The required output is the line containing "index tip: (1118, 912)" followed by each line through the end of the data below, repeated exactly and with nothing added.

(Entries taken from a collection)
+ + + +
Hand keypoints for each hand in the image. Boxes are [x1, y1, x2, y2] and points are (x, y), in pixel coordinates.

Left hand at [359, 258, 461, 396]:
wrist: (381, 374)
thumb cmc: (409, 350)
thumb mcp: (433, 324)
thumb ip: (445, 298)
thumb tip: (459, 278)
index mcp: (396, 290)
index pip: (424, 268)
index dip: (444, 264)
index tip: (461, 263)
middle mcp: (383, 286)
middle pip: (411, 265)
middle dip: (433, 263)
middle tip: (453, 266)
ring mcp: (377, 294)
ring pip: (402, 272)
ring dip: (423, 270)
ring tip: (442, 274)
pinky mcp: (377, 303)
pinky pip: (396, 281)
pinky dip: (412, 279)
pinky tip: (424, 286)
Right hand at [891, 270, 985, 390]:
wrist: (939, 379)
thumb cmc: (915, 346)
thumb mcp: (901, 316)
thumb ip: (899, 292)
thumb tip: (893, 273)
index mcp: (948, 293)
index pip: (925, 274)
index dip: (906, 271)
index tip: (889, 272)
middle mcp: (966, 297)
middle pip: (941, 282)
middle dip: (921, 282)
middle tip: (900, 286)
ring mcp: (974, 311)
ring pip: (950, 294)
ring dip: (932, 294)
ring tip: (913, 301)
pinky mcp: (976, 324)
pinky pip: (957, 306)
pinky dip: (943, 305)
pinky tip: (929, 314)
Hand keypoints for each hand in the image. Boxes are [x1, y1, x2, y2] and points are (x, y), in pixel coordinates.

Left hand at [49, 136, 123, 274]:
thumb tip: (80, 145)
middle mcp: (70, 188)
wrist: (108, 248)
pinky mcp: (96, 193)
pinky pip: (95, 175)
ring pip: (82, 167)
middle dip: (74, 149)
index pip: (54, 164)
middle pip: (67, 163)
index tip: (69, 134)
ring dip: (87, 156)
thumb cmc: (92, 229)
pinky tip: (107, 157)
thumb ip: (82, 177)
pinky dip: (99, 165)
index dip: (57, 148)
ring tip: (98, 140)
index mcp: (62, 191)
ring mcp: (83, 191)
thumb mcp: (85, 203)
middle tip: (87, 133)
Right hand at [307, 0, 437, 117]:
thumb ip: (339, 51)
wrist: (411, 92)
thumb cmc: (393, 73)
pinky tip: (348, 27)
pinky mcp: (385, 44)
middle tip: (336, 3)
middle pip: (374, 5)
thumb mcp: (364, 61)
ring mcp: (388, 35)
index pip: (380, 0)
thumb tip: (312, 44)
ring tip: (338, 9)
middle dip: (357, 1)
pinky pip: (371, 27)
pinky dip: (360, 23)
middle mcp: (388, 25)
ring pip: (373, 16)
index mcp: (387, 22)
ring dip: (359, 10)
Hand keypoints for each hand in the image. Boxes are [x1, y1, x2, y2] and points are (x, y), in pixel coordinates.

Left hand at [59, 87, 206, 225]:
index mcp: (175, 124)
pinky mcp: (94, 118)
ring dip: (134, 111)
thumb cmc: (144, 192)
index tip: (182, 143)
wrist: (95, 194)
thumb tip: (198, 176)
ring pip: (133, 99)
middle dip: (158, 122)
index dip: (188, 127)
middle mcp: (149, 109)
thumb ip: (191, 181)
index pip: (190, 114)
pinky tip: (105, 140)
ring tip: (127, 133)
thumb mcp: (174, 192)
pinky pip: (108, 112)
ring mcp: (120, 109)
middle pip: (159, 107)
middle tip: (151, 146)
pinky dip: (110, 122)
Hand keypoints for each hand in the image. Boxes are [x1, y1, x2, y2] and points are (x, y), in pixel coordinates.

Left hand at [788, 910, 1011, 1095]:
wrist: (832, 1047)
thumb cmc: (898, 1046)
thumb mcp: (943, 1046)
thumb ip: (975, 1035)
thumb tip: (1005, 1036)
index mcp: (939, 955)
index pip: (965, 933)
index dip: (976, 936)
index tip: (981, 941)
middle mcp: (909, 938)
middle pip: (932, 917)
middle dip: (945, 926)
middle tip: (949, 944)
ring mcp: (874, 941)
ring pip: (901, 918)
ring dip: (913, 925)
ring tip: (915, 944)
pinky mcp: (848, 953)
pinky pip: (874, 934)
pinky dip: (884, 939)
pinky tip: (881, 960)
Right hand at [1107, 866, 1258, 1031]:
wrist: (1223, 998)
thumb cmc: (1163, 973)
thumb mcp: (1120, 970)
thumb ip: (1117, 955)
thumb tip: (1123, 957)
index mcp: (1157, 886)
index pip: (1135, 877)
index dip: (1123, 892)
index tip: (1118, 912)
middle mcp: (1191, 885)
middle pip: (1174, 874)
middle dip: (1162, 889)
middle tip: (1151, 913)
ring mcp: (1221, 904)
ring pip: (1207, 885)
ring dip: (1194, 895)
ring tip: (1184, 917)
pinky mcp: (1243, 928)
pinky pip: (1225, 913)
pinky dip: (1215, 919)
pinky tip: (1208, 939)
+ + + +
Problem solution:
index tip: (1118, 912)
middle mcp: (1191, 885)
middle pip: (1174, 874)
middle dip: (1162, 889)
middle tip: (1151, 913)
ring mcp: (1221, 904)
ring pip: (1207, 885)
ring dip: (1194, 895)
ring tip: (1184, 917)
pinky mcp: (1243, 928)
pinky pip: (1225, 913)
pinky dip: (1215, 919)
pinky tip: (1208, 939)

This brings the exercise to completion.